Task directions: Pull out every line below that contains the word "Illustrator".

The data:
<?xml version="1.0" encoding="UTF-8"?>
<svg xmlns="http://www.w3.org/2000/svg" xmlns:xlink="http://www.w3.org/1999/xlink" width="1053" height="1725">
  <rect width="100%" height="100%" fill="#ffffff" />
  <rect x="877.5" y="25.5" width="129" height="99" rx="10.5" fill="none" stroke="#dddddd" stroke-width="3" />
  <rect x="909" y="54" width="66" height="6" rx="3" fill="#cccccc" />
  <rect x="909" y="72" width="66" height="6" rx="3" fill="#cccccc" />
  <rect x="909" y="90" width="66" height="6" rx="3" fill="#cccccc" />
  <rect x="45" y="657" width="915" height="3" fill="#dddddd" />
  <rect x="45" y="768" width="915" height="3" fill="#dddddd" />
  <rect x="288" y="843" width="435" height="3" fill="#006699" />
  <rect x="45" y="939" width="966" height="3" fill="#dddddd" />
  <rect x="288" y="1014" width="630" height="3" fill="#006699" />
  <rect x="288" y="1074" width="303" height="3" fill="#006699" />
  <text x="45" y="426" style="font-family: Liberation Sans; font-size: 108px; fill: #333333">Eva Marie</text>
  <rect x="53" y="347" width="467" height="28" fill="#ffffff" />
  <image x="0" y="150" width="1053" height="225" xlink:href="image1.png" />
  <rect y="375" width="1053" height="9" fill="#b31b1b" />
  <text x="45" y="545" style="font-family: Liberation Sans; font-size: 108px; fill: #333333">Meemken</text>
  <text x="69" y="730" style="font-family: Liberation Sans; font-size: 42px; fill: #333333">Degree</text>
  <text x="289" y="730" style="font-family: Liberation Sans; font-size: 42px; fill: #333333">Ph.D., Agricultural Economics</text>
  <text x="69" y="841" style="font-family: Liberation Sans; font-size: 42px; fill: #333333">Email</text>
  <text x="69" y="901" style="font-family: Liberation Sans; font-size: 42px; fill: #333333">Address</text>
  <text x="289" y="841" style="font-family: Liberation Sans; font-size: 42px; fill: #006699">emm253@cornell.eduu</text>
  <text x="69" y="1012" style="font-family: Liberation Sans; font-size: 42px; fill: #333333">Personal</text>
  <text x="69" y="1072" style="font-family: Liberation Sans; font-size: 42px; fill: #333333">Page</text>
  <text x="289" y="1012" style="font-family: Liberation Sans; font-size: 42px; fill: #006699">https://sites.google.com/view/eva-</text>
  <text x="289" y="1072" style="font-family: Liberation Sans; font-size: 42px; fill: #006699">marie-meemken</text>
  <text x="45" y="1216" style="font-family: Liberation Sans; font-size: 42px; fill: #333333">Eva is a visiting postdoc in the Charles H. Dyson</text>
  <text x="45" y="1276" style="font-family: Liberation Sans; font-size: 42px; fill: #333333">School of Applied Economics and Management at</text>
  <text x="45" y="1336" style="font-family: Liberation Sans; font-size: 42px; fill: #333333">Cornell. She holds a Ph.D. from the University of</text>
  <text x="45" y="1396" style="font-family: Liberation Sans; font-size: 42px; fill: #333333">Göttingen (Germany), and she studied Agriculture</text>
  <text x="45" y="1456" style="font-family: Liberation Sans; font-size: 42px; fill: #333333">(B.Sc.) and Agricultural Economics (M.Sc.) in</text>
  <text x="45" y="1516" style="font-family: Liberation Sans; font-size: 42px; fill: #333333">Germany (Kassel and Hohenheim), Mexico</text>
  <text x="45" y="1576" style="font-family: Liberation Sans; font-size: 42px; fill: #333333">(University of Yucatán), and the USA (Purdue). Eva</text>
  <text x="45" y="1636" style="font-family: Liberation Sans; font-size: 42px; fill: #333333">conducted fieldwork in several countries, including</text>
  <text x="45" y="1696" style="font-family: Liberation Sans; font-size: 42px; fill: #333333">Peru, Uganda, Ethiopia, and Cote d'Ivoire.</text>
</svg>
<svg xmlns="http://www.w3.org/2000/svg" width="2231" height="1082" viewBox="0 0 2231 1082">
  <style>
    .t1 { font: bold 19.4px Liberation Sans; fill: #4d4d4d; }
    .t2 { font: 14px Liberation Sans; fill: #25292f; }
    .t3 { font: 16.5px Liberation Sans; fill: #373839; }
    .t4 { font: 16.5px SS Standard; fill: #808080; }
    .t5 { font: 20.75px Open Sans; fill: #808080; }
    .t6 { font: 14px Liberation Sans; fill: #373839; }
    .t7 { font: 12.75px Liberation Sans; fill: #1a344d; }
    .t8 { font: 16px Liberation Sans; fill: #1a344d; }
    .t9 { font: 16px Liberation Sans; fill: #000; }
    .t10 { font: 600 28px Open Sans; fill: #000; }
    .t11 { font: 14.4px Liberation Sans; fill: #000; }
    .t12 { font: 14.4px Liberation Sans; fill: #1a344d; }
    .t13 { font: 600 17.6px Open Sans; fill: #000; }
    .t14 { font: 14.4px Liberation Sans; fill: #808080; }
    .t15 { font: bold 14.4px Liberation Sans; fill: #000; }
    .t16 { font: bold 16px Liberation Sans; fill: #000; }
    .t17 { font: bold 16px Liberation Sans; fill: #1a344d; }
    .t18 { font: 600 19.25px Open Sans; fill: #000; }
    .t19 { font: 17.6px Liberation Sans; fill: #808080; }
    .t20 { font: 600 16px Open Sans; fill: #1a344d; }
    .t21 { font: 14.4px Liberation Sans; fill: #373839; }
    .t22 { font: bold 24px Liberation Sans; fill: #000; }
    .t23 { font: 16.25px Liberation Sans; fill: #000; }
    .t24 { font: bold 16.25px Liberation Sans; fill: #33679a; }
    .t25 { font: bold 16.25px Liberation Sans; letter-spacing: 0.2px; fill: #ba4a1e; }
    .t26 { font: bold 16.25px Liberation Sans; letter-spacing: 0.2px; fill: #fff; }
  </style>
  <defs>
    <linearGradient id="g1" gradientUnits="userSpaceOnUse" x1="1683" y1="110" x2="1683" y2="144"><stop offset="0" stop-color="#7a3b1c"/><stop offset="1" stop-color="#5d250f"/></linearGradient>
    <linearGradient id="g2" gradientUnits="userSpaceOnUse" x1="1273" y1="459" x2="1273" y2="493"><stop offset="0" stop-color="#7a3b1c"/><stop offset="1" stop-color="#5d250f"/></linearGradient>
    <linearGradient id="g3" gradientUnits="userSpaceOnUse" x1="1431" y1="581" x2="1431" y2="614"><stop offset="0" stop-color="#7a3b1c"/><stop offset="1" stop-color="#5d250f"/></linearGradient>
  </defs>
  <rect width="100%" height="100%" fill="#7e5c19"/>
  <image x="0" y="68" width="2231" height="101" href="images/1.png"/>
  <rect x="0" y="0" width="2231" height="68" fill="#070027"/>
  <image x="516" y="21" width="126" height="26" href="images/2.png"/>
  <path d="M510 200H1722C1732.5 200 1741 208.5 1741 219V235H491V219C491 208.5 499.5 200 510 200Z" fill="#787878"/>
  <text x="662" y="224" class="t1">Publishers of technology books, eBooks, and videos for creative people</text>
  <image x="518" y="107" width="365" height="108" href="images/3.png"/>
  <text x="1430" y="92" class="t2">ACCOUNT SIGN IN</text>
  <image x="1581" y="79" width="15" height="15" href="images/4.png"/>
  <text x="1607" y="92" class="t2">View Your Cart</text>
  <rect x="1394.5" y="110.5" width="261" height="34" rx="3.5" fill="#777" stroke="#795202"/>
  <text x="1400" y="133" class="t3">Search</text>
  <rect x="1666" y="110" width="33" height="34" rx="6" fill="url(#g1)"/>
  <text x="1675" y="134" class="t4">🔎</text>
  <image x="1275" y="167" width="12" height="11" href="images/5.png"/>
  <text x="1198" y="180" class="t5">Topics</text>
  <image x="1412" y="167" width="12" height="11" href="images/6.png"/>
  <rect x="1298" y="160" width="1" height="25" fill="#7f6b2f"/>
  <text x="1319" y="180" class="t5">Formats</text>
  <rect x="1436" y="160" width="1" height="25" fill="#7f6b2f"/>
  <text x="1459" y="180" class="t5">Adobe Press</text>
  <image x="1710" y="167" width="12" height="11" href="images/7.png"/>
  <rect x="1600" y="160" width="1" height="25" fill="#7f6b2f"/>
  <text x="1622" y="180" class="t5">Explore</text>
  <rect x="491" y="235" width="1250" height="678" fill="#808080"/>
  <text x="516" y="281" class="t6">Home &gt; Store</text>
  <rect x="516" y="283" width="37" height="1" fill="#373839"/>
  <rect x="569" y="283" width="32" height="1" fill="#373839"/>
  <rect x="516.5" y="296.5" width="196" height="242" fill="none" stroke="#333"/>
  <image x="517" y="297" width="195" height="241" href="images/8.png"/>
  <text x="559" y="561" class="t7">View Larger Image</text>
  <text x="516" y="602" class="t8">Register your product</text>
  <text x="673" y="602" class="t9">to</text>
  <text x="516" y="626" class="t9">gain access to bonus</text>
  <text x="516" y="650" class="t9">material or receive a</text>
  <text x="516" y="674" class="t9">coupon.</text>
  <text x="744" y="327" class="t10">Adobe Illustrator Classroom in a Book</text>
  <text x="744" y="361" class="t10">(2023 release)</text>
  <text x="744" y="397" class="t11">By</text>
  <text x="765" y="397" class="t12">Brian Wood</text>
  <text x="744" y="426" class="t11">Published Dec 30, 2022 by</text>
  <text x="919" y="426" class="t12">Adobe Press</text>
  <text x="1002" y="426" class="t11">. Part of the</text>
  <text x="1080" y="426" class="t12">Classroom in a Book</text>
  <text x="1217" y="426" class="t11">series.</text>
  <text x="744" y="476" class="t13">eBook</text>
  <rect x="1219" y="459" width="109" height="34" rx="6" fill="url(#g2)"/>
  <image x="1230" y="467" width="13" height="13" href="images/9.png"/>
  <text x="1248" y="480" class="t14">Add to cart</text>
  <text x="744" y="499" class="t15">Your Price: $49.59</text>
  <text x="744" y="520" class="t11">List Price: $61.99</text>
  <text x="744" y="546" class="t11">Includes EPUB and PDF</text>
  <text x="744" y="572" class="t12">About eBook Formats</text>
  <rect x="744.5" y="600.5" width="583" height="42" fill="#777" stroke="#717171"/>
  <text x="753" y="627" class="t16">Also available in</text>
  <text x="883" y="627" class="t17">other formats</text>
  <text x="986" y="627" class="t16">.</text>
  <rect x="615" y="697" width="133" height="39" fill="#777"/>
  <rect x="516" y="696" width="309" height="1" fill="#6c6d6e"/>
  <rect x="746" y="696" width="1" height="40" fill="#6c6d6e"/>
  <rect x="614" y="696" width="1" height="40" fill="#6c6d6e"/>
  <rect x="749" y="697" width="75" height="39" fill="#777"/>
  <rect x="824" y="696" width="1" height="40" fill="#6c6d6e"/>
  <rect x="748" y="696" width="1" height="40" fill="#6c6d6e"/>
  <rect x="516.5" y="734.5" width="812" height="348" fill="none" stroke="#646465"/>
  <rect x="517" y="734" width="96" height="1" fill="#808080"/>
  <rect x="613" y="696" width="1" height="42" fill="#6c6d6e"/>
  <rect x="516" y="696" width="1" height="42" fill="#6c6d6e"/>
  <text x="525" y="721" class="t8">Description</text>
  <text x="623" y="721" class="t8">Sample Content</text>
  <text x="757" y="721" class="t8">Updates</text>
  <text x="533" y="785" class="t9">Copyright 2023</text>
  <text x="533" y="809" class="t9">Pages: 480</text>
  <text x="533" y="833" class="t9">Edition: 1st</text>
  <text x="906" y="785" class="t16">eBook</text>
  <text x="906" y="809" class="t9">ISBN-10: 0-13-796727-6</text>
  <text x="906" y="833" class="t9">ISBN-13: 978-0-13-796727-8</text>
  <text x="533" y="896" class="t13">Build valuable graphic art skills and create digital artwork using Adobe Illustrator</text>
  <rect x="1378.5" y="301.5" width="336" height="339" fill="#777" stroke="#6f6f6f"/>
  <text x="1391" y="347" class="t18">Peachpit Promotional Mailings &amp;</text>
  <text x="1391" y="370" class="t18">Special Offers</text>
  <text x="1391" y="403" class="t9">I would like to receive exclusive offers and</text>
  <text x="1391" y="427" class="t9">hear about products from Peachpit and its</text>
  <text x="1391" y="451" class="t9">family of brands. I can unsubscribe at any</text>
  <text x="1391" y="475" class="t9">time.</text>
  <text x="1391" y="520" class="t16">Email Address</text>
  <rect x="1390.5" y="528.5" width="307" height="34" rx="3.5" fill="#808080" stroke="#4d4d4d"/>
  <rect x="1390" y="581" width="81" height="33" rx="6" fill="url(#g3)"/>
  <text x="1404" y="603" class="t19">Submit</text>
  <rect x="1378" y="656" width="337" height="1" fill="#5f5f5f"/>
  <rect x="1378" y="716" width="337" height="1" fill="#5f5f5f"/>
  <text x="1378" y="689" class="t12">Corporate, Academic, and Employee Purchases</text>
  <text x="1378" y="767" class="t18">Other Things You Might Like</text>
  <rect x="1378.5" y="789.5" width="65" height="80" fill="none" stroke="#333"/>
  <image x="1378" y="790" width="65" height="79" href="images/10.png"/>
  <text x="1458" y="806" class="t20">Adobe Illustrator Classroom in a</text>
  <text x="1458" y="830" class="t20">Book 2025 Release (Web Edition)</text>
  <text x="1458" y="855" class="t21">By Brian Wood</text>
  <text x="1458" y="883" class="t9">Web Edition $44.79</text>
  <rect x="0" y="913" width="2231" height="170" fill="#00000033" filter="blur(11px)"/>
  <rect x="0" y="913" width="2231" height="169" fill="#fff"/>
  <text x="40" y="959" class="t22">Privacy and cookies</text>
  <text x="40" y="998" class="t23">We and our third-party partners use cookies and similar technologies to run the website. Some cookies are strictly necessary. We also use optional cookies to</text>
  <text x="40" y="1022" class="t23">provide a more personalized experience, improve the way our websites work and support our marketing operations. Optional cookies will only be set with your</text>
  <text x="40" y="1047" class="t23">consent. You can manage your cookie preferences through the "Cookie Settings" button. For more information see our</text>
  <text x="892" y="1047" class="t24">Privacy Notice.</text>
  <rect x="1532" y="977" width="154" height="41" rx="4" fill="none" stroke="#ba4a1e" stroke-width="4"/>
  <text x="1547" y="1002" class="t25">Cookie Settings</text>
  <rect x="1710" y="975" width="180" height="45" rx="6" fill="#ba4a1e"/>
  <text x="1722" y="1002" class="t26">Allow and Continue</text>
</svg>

Task result:
  <text x="744" y="327" class="t10">Adobe Illustrator Classroom in a Book</text>
  <text x="533" y="896" class="t13">Build valuable graphic art skills and create digital artwork using Adobe Illustrator</text>
  <text x="1458" y="806" class="t20">Adobe Illustrator Classroom in a</text>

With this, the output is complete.